Obama is a "Human Rorschach Test"? Good for him in the Machiavellian sense. Every "little dictator" out there who voted for him will see Obama as implementing his own personal delusion of the ideal totalitarian state, and thus grant Obama the power to implement his totalitarian agenda -- or, if he an en empty-enough suit, that of someone behind the scenes -- to the degree he thinks he can get away with it.
And when Obama's schemes fail, what next? Barring a massive intellectual revolution, in which Americans rediscover the value of freedom and renounce the welfare state, all future alternatives will be (a) blind rebellion vs. (b) a move towards a "more efficient" ruler whose policies -- essentially the same as Bush-Obama's -- will work "this time". This is because the dominant explicit morality today is altruism, and the dominant approach to ideas is pragmatism. Neither can result in freedom when put into practice.
Grief Recovery Update
I would like to take a moment to thank again all who offered their condolences to me yesterday upon the loss of my cat, Jerome.
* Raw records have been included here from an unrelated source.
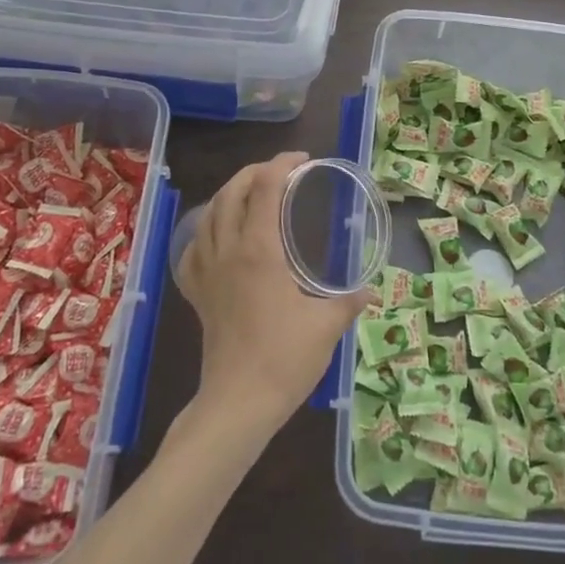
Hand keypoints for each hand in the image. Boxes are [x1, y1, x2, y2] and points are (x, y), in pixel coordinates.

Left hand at [174, 151, 370, 435]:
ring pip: (208, 214)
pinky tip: (217, 238)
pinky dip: (205, 232)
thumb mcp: (327, 325)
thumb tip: (371, 290)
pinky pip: (193, 250)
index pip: (265, 188)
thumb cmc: (285, 359)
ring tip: (251, 193)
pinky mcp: (197, 294)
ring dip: (229, 194)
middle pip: (232, 192)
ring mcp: (207, 272)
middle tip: (281, 171)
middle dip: (255, 172)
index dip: (282, 164)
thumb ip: (349, 300)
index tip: (303, 160)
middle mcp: (228, 251)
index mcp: (260, 250)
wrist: (238, 403)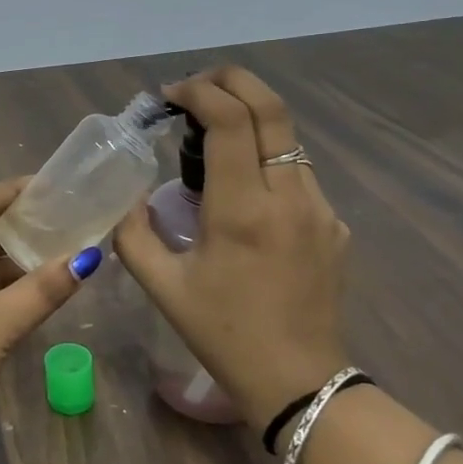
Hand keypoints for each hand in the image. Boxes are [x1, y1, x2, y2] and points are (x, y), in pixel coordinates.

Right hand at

I had not planned it this way, but writing that post caused me to re-live what I had gone through and turned yesterday into an unplanned day of mourning.
Yesterday was hard, but writing about it, having your sympathy, and (finally) getting a good night's rest have helped a lot. I feel much better today than I have since about the middle of last week. The mourning isn't over, but you helped me get through a major initial phase of it. Thank you!
-- CAV
8 comments:
Glad what I posted about Amelie so far has you interested in possibly seeing the movie! (More is on the way.)
Good to hear!
"Amelie" was a cute movie; fun to watch. It's a hard movie to classify, unless one uses a genre like "whimsical fantasy". Watch it with the wife.
I know it's an exaggeration and a joke, but it's going pretty far. Vista is no better than a blinking picture of Hitler?
What database were you talking about yesterday? I'm just curious what proprietary database you had trouble with. All I do all day is develop great web and desktop applications using Microsoft's latest stuff, including Vista and MS SQL Server, and I don't know what prominent problem with Vista could cause the problem you were having.
Thanks for the suggestion, S/N.
Darren,
The good news for you, as a Microsoft fan, is that I was wrong about the database: It's actually NOT an MS database, but MySQL.
The bad news is that the only difference between the setups (XP and Vista running the same software on the same data) is that the one that doesn't work is Vista.
Gus
Well, I take that back! The problem cropped up again. This one ISN'T a Microsoft problem, for a change.
Glad you asked that question, or I wouldn't have looked into it and found out otherwise until at a much more inconvenient time.
Ah, link love from THE Gus Van Horn. I have arrived.